Digital Cactus: How are you going through this?
Aerodynamic Tortoise: Sorry what was it?
Digital Cactus: How are you going through this?
Aerodynamic Tortoise: Going through what's specifically?
Digital Cactus: How are you going to do this?
Aerodynamic Tortoise: Oh sure.
Digital Cactus: What is the means to get this actually done
Aerodynamic Tortoise: Yeah okay. So, let's say for bound code to specific function it will be just on the problem statement level, we will say that hey, you need to implement this function signature, then when we get the submission with the code, we will process the submission text and we will look for that particular function to be executed we can just compile it or do some sort of a finding of this particular function, right.
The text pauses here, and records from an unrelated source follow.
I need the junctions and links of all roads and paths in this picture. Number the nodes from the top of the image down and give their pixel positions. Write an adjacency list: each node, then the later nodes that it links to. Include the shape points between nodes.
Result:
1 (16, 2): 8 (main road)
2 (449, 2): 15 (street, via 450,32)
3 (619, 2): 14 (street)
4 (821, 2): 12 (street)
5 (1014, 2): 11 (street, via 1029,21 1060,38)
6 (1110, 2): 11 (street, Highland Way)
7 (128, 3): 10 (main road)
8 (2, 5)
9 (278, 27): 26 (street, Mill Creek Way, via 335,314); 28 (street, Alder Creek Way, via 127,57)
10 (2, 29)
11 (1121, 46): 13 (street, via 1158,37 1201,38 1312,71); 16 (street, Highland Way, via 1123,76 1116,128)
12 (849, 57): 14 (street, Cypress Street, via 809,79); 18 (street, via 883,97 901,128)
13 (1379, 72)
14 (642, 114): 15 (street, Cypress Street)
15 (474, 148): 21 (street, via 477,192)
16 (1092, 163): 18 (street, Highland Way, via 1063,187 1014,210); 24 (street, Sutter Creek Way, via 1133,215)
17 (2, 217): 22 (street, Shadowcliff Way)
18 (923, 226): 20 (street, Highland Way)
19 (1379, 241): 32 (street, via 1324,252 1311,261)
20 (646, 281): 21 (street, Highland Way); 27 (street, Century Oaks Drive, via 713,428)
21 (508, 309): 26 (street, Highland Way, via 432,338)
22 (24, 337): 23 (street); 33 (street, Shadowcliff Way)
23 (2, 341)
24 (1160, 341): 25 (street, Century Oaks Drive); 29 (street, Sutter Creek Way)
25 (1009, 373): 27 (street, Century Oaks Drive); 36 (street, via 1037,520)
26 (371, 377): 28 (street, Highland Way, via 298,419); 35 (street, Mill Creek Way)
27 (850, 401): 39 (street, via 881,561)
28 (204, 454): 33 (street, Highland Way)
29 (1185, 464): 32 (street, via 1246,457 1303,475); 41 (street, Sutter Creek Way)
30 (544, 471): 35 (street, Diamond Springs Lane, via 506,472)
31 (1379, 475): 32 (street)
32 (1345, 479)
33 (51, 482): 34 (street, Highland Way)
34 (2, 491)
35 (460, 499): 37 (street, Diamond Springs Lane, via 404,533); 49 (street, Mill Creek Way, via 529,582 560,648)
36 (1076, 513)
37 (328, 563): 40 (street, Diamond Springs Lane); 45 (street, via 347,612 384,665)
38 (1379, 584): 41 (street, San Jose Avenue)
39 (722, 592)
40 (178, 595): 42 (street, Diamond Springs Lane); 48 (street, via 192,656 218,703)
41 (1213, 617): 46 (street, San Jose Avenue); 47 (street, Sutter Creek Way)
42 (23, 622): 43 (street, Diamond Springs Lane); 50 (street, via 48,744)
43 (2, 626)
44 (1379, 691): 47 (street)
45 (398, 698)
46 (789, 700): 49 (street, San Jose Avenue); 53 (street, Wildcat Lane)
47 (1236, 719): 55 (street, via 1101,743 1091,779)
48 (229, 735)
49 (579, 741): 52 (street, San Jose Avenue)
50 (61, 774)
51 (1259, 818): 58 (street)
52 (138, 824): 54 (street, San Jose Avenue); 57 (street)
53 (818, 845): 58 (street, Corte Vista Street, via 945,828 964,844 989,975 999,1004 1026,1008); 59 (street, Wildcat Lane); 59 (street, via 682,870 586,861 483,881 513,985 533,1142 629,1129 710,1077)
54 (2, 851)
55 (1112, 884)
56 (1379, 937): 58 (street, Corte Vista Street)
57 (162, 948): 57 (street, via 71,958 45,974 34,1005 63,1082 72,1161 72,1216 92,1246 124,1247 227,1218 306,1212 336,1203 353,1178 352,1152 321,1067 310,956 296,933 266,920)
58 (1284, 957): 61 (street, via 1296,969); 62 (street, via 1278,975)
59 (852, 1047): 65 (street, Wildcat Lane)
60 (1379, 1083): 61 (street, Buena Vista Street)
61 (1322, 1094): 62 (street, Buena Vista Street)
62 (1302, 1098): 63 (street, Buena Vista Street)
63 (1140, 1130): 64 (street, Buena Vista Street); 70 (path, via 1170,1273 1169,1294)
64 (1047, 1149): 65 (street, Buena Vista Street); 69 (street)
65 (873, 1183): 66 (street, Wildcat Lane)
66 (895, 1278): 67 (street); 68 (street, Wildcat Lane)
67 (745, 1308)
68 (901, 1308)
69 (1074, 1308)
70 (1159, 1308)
So, for the network constructions, it can be done on different styles, it can be done in about an application level or networking level, we can just do it on VPC specific customization level or firewall, if you wish. So, what we'll do is actually we will say hey, for firewall settings, we will see that there is no permitted permitted networking connections from this specific function negation actually, if we do this on BBC level, we may still be leaking these db connection, if somehow the users will figure out how to connect the database, they will use this kind of a hole. In this case we will need to do it on the application level. So, we will say that whatever programme we use to run the code or like on operating system level will say that, for that specific process ID is going to run the submission we will restrict all the networking communication. So, and then, for the max CPU allocation for the submission, we may create some sort of a special engine inside of the service or we can containerize as a submission, the submission itself with the configuration of allocating maximum 5% of CPU utilisation and similar will go with the time constraints, when we have some sort of engine service like Engine service or internal engine for writing the submission, we will say that that particular submission may not run more than this amount of seconds. And this kind of configuration can be also dynamically distributed either from database or some sort of other dynamic configuration service, which can be either on per level or for some problem level defined for like a per host level defined. Okay. Any further questions for this?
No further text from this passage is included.